■ WHAT YOU SHOULD DO:
Reproduce the listing verbatim.

■ RECORDS FOR THIS TASK:
---------------

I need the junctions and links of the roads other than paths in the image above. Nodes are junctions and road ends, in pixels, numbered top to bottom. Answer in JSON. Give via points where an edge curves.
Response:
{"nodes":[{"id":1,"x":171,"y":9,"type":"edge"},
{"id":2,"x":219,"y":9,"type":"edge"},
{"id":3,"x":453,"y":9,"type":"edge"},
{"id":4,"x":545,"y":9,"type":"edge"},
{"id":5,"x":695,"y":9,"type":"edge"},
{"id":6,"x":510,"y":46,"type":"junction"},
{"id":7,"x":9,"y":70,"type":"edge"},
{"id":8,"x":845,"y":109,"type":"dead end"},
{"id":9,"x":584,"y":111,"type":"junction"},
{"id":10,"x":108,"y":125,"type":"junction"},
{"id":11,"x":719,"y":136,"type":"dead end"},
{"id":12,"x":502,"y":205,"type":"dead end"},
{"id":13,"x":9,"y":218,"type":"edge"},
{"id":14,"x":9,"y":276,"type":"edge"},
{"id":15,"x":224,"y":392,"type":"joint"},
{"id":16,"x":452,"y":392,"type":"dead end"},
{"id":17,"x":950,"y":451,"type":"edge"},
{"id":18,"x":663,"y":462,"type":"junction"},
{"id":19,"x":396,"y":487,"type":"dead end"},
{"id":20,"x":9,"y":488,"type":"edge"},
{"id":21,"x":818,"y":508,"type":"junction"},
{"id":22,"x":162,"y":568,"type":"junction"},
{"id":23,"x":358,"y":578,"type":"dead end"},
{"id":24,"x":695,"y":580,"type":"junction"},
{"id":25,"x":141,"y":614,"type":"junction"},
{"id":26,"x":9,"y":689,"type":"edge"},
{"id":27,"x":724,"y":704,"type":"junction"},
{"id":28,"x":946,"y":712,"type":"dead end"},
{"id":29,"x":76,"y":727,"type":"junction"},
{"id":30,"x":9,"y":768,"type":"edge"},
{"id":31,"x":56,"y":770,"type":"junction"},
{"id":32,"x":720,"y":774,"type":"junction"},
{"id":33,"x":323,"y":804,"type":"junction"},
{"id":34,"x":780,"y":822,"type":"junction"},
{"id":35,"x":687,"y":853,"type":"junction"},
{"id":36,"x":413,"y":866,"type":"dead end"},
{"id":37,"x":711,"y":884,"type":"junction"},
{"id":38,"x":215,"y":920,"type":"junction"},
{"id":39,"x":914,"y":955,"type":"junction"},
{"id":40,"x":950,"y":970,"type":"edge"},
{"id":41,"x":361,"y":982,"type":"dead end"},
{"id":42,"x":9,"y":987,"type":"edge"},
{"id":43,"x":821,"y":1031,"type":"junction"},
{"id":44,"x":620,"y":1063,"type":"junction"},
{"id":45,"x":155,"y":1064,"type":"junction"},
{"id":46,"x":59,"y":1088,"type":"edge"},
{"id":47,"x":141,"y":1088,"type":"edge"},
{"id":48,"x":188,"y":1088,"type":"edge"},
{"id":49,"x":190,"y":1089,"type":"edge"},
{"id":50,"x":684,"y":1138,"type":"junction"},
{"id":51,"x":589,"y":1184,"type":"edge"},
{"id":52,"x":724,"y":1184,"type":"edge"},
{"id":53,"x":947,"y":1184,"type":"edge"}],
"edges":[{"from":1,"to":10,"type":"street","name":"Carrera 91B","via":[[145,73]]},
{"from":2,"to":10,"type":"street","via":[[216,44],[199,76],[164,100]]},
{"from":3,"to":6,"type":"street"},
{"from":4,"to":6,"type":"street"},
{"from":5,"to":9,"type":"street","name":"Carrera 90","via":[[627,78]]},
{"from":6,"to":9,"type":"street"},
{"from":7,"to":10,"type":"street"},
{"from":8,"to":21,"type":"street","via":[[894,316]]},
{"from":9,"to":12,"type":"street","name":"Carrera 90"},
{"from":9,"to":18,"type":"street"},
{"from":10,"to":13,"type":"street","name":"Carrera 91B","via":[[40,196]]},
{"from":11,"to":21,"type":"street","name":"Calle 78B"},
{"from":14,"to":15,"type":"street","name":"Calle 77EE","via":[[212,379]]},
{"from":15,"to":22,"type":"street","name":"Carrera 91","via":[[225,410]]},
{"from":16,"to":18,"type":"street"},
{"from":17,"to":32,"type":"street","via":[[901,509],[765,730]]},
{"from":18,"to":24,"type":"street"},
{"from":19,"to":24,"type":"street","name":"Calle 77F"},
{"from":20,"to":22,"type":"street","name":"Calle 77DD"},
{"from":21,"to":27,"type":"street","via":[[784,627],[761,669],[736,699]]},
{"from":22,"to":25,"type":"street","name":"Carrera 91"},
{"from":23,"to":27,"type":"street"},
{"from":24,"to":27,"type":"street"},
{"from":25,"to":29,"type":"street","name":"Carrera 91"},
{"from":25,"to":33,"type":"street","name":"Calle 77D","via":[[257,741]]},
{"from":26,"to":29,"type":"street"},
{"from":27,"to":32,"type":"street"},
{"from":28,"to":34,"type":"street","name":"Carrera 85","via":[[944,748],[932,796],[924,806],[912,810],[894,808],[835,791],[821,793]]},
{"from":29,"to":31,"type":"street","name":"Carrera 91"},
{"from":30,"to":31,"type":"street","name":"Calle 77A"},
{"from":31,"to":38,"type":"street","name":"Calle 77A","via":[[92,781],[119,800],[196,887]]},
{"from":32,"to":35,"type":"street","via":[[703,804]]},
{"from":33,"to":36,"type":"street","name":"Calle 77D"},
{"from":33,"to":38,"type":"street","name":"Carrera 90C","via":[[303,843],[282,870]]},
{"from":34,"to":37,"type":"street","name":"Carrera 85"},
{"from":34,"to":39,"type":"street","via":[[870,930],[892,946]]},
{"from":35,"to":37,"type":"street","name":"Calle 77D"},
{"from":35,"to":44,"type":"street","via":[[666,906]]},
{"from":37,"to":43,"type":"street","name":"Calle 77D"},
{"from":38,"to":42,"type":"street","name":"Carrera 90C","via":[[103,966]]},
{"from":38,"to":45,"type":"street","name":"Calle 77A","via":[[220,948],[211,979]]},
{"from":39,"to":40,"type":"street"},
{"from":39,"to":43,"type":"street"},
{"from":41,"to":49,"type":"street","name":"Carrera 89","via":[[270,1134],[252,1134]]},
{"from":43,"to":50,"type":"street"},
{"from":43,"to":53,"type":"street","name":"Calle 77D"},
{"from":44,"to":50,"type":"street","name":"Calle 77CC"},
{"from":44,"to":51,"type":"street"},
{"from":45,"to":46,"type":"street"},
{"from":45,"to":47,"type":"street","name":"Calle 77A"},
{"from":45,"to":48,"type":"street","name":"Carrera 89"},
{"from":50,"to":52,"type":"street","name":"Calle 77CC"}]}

---------------

■ REPLY TO THE TASK:
I need the junctions and links of the roads other than paths in the image above. Nodes are junctions and road ends, in pixels, numbered top to bottom. Answer in JSON. Give via points where an edge curves.
Response:
{"nodes":[{"id":1,"x":171,"y":9,"type":"edge"},
{"id":2,"x":219,"y":9,"type":"edge"},
{"id":3,"x":453,"y":9,"type":"edge"},
{"id":4,"x":545,"y":9,"type":"edge"},
{"id":5,"x":695,"y":9,"type":"edge"},
{"id":6,"x":510,"y":46,"type":"junction"},
{"id":7,"x":9,"y":70,"type":"edge"},
{"id":8,"x":845,"y":109,"type":"dead end"},
{"id":9,"x":584,"y":111,"type":"junction"},
{"id":10,"x":108,"y":125,"type":"junction"},
{"id":11,"x":719,"y":136,"type":"dead end"},
{"id":12,"x":502,"y":205,"type":"dead end"},
{"id":13,"x":9,"y":218,"type":"edge"},
{"id":14,"x":9,"y":276,"type":"edge"},
{"id":15,"x":224,"y":392,"type":"joint"},
{"id":16,"x":452,"y":392,"type":"dead end"},
{"id":17,"x":950,"y":451,"type":"edge"},
{"id":18,"x":663,"y":462,"type":"junction"},
{"id":19,"x":396,"y":487,"type":"dead end"},
{"id":20,"x":9,"y":488,"type":"edge"},
{"id":21,"x":818,"y":508,"type":"junction"},
{"id":22,"x":162,"y":568,"type":"junction"},
{"id":23,"x":358,"y":578,"type":"dead end"},
{"id":24,"x":695,"y":580,"type":"junction"},
{"id":25,"x":141,"y":614,"type":"junction"},
{"id":26,"x":9,"y":689,"type":"edge"},
{"id":27,"x":724,"y":704,"type":"junction"},
{"id":28,"x":946,"y":712,"type":"dead end"},
{"id":29,"x":76,"y":727,"type":"junction"},
{"id":30,"x":9,"y":768,"type":"edge"},
{"id":31,"x":56,"y":770,"type":"junction"},
{"id":32,"x":720,"y":774,"type":"junction"},
{"id":33,"x":323,"y":804,"type":"junction"},
{"id":34,"x":780,"y":822,"type":"junction"},
{"id":35,"x":687,"y":853,"type":"junction"},
{"id":36,"x":413,"y":866,"type":"dead end"},
{"id":37,"x":711,"y":884,"type":"junction"},
{"id":38,"x":215,"y":920,"type":"junction"},
{"id":39,"x":914,"y":955,"type":"junction"},
{"id":40,"x":950,"y":970,"type":"edge"},
{"id":41,"x":361,"y":982,"type":"dead end"},
{"id":42,"x":9,"y":987,"type":"edge"},
{"id":43,"x":821,"y":1031,"type":"junction"},
{"id":44,"x":620,"y":1063,"type":"junction"},
{"id":45,"x":155,"y":1064,"type":"junction"},
{"id":46,"x":59,"y":1088,"type":"edge"},
{"id":47,"x":141,"y":1088,"type":"edge"},
{"id":48,"x":188,"y":1088,"type":"edge"},
{"id":49,"x":190,"y":1089,"type":"edge"},
{"id":50,"x":684,"y":1138,"type":"junction"},
{"id":51,"x":589,"y":1184,"type":"edge"},
{"id":52,"x":724,"y":1184,"type":"edge"},
{"id":53,"x":947,"y":1184,"type":"edge"}],
"edges":[{"from":1,"to":10,"type":"street","name":"Carrera 91B","via":[[145,73]]},
{"from":2,"to":10,"type":"street","via":[[216,44],[199,76],[164,100]]},
{"from":3,"to":6,"type":"street"},
{"from":4,"to":6,"type":"street"},
{"from":5,"to":9,"type":"street","name":"Carrera 90","via":[[627,78]]},
{"from":6,"to":9,"type":"street"},
{"from":7,"to":10,"type":"street"},
{"from":8,"to":21,"type":"street","via":[[894,316]]},
{"from":9,"to":12,"type":"street","name":"Carrera 90"},
{"from":9,"to":18,"type":"street"},
{"from":10,"to":13,"type":"street","name":"Carrera 91B","via":[[40,196]]},
{"from":11,"to":21,"type":"street","name":"Calle 78B"},
{"from":14,"to":15,"type":"street","name":"Calle 77EE","via":[[212,379]]},
{"from":15,"to":22,"type":"street","name":"Carrera 91","via":[[225,410]]},
{"from":16,"to":18,"type":"street"},
{"from":17,"to":32,"type":"street","via":[[901,509],[765,730]]},
{"from":18,"to":24,"type":"street"},
{"from":19,"to":24,"type":"street","name":"Calle 77F"},
{"from":20,"to":22,"type":"street","name":"Calle 77DD"},
{"from":21,"to":27,"type":"street","via":[[784,627],[761,669],[736,699]]},
{"from":22,"to":25,"type":"street","name":"Carrera 91"},
{"from":23,"to":27,"type":"street"},
{"from":24,"to":27,"type":"street"},
{"from":25,"to":29,"type":"street","name":"Carrera 91"},
{"from":25,"to":33,"type":"street","name":"Calle 77D","via":[[257,741]]},
{"from":26,"to":29,"type":"street"},
{"from":27,"to":32,"type":"street"},
{"from":28,"to":34,"type":"street","name":"Carrera 85","via":[[944,748],[932,796],[924,806],[912,810],[894,808],[835,791],[821,793]]},
{"from":29,"to":31,"type":"street","name":"Carrera 91"},
{"from":30,"to":31,"type":"street","name":"Calle 77A"},
{"from":31,"to":38,"type":"street","name":"Calle 77A","via":[[92,781],[119,800],[196,887]]},
{"from":32,"to":35,"type":"street","via":[[703,804]]},
{"from":33,"to":36,"type":"street","name":"Calle 77D"},
{"from":33,"to":38,"type":"street","name":"Carrera 90C","via":[[303,843],[282,870]]},
{"from":34,"to":37,"type":"street","name":"Carrera 85"},
{"from":34,"to":39,"type":"street","via":[[870,930],[892,946]]},
{"from":35,"to":37,"type":"street","name":"Calle 77D"},
{"from":35,"to":44,"type":"street","via":[[666,906]]},
{"from":37,"to":43,"type":"street","name":"Calle 77D"},
{"from":38,"to":42,"type":"street","name":"Carrera 90C","via":[[103,966]]},
{"from":38,"to":45,"type":"street","name":"Calle 77A","via":[[220,948],[211,979]]},
{"from":39,"to":40,"type":"street"},
{"from":39,"to":43,"type":"street"},
{"from":41,"to":49,"type":"street","name":"Carrera 89","via":[[270,1134],[252,1134]]},
{"from":43,"to":50,"type":"street"},
{"from":43,"to":53,"type":"street","name":"Calle 77D"},
{"from":44,"to":50,"type":"street","name":"Calle 77CC"},
{"from":44,"to":51,"type":"street"},
{"from":45,"to":46,"type":"street"},
{"from":45,"to":47,"type":"street","name":"Calle 77A"},
{"from":45,"to":48,"type":"street","name":"Carrera 89"},
{"from":50,"to":52,"type":"street","name":"Calle 77CC"}]}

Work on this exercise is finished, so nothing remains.